Homework: Ways to Structure Your Homework Time by Julie Shullo

Homework can be a major stress for children and teens (and you)! Help your child/teen develop strong habits for completing homework with these 4 tips:

1. Schedule a consistent time for homework to be completed.  Afternoons can become busy with sports and other extracurricular activities.  However, set clear expectations with your child/teen that homework is a priority. If possible, schedule a consistent time for homework to be completed. Ideally, it’s in the afternoon so if an assignment takes longer to complete, he doesn’t need to stay up late to get it done. This isn’t always possible though, so arrange a time that works best with your family’s schedule. Just try to keep it as consistent as possible (i.e. always after snack, after soccer practice, immediately following dinner). The more of a routine you develop with him, the fewer reminders that you’ll need to give and the better homework habits he will form.

2. Create a quiet space for your child/teen to complete her homework. Kitchens are a popular space in the house.
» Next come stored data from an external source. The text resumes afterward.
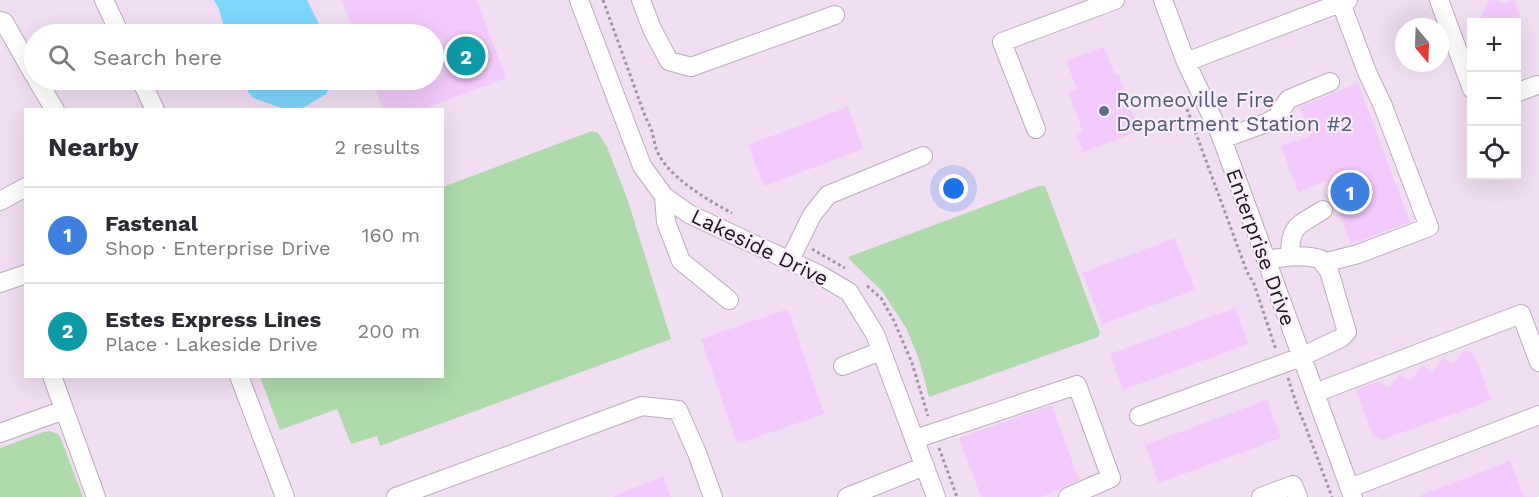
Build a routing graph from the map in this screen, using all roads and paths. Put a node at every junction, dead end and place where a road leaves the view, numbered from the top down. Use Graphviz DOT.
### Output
graph roads {
  1 [pos="104,0"];
  2 [pos="579,0"];
  3 [pos="641,0"];
  4 [pos="1115,0"];
  5 [pos="1163,0"];
  6 [pos="1439,0"];
  7 [pos="1344,1"];
  8 [pos="835,15"];
  9 [pos="0,21"];
  10 [pos="115,24"];
  11 [pos="24,57"];
  12 [pos="1186,62"];
  13 [pos="1467,76"];
  14 [pos="1330,82"];
  15 [pos="1537,85"];
  16 [pos="43,90"];
  17 [pos="146,90"];
  18 [pos="1521,91"];
  19 [pos="1186,107"];
  20 [pos="54,108"];
  21 [pos="154,108"];
  22 [pos="1036,129"];
  23 [pos="1222,139"];
  24 [pos="923,156"];
  25 [pos="24,188"];
  26 [pos="664,196"];
  27 [pos="0,201"];
  28 [pos="1323,210"];
  29 [pos="1290,256"];
  30 [pos="790,260"];
  31 [pos="1266,260"];
  32 [pos="0,263"];
  33 [pos="1326,267"];
  34 [pos="24,275"];
  35 [pos="3,282"];
  36 [pos="729,300"];
  37 [pos="881,351"];
  38 [pos="1301,357"];
  39 [pos="1539,362"];
  40 [pos="1280,364"];
  41 [pos="843,366"];
  42 [pos="53,378"];
  43 [pos="241,378"];
  44 [pos="1315,393"];
  45 [pos="64,410"];
  46 [pos="1139,416"];
  47 [pos="1539,416"];
  48 [pos="0,433"];
  49 [pos="915,439"];
  50 [pos="925,466"];
  51 [pos="1352,493"];
  52 [pos="96,497"];
  53 [pos="285,497"];
  54 [pos="396,497"];
  55 [pos="713,497"];
  56 [pos="847,497"];
  57 [pos="936,497"];
  58 [pos="1068,497"];
  59 [pos="1261,497"];
  60 [pos="1298,497"];
  61 [pos="1332,497"];
  1 -- 10 [label="street"];
  2 -- 26 [label="street, Lakeside Drive"];
  3 -- 8 [label="street"];
  4 -- 22 [label="street"];
  5 -- 12 [label="street, Enterprise Drive"];
  6 -- 13 [label="street"];
  7 -- 12 [label="street"];
  7 -- 33 [label="street"];
  9 -- 11 [label="street"];
  12 -- 23 [label="street, Enterprise Drive"];
  14 -- 23 [label="street"];
  15 -- 18 [label="street"];
  16 -- 20 [label="street"];
  17 -- 21 [label="street"];
  19 -- 40 [label="path"];
  23 -- 31 [label="street, Enterprise Drive"];
  24 -- 30 [label="street"];
  25 -- 27 [label="street"];
  26 -- 30 [label="street, Lakeside Drive"];
  26 -- 36 [label="street"];
  28 -- 29 [label="street"];
  29 -- 31 [label="street"];
  29 -- 33 [label="street"];
  30 -- 37 [label="street, Lakeside Drive"];
  31 -- 38 [label="street, Enterprise Drive"];
  32 -- 35 [label="street"];
  33 -- 38 [label="street"];
  34 -- 35 [label="street"];
  37 -- 41 [label="street"];
  37 -- 49 [label="street, Lakeside Drive"];
  38 -- 40 [label="street"];
  38 -- 44 [label="street, Enterprise Drive"];
  39 -- 44 [label="street"];
  40 -- 46 [label="street"];
  40 -- 61 [label="path"];
  42 -- 45 [label="street"];
  43 -- 53 [label="street"];
  44 -- 51 [label="street, Enterprise Drive"];
  45 -- 48 [label="street"];
  45 -- 52 [label="street"];
  47 -- 51 [label="street"];
  49 -- 50 [label="street, Lakeside Drive"];
  49 -- 58 [label="street"];
  50 -- 56 [label="street"];
  50 -- 57 [label="street, Lakeside Drive"];
  54 -- 55 [label="street"];
  59 -- 60 [label="street"];
}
Unfortunately, they can make for a challenging place for a child/teen to focus on her work. Instead, have her work in a quiet and well lit space, free from distractions. Make sure unnecessary electronics (TV, phones, etc.) are away from her so she can focus on the material she is working on.  If the kitchen really is the best place in the house for your child/teen to work, turn off the television and limit loud discussions while she completes her homework.
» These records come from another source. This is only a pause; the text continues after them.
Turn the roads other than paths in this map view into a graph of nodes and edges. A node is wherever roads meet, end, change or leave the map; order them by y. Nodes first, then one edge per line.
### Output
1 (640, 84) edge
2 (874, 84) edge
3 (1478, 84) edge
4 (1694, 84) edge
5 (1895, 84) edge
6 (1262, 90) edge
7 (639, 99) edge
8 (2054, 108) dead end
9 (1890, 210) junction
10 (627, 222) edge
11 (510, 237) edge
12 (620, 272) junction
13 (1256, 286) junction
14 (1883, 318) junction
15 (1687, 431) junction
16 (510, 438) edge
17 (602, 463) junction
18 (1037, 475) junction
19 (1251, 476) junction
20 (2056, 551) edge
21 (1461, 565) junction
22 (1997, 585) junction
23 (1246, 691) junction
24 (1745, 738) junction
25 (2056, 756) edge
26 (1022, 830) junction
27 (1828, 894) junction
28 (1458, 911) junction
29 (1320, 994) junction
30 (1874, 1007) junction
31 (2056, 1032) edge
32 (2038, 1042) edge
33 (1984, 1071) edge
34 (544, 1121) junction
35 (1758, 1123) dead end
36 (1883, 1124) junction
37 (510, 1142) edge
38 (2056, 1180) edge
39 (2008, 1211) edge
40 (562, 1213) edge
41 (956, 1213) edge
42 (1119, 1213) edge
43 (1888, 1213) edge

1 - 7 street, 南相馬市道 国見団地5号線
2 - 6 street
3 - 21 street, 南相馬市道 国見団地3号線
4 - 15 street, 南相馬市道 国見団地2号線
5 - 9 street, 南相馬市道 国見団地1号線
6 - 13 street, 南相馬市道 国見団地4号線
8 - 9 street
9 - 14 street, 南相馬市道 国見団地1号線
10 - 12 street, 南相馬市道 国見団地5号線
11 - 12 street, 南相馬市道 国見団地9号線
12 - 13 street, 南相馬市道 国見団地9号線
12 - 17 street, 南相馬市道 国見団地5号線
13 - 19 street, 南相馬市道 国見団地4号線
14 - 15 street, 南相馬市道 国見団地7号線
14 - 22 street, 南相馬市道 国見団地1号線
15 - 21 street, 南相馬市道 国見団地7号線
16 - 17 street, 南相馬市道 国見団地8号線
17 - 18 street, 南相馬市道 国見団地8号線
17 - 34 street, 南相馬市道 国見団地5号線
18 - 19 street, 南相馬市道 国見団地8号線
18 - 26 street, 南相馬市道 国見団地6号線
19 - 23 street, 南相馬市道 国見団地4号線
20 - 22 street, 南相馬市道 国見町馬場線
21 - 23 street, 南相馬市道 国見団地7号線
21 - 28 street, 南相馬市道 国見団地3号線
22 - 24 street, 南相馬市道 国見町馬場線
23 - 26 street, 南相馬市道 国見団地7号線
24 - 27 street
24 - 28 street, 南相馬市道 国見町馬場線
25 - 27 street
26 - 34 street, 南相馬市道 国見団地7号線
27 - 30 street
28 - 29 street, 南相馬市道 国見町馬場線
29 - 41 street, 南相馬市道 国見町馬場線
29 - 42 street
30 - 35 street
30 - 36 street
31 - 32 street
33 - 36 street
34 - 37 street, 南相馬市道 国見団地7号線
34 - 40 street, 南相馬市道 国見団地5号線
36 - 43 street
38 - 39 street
3. Keep school materials organized. Make sure that the work space has adequate school supplies available and that they are organized in a manner that works for your child/teen. This area should have plenty of pencils, erasers, paper, etc. Help your child develop his organization by creating a filing system for him to place school papers that need to be completed/signed as well as any returned work that has been graded (so that it doesn’t become squished at the bottom of the backpack or stuffed in the binder).

For older students, keep finished flashcards, study guides and associated tests in one place so they can access them easily when studying for midterms or finals later in the semester.

4. Develop a break system. It’s not healthy for anyone to sit for extended periods of time. Implement a break system for your child/teen to stop intermittently during the homework time. Depending on the age of your child/teen, it may be every 5 minutes, every 15 minutes, or it could be every 50 minutes. Have her take a short walk, get a drink of water, do a few body weight exercises (push-ups, lunges), or do a few stretches. This will provide your child/teen an opportunity to get her body moving as well as a much needed brain break.

Hopefully these strategies help make homework time much less stressful!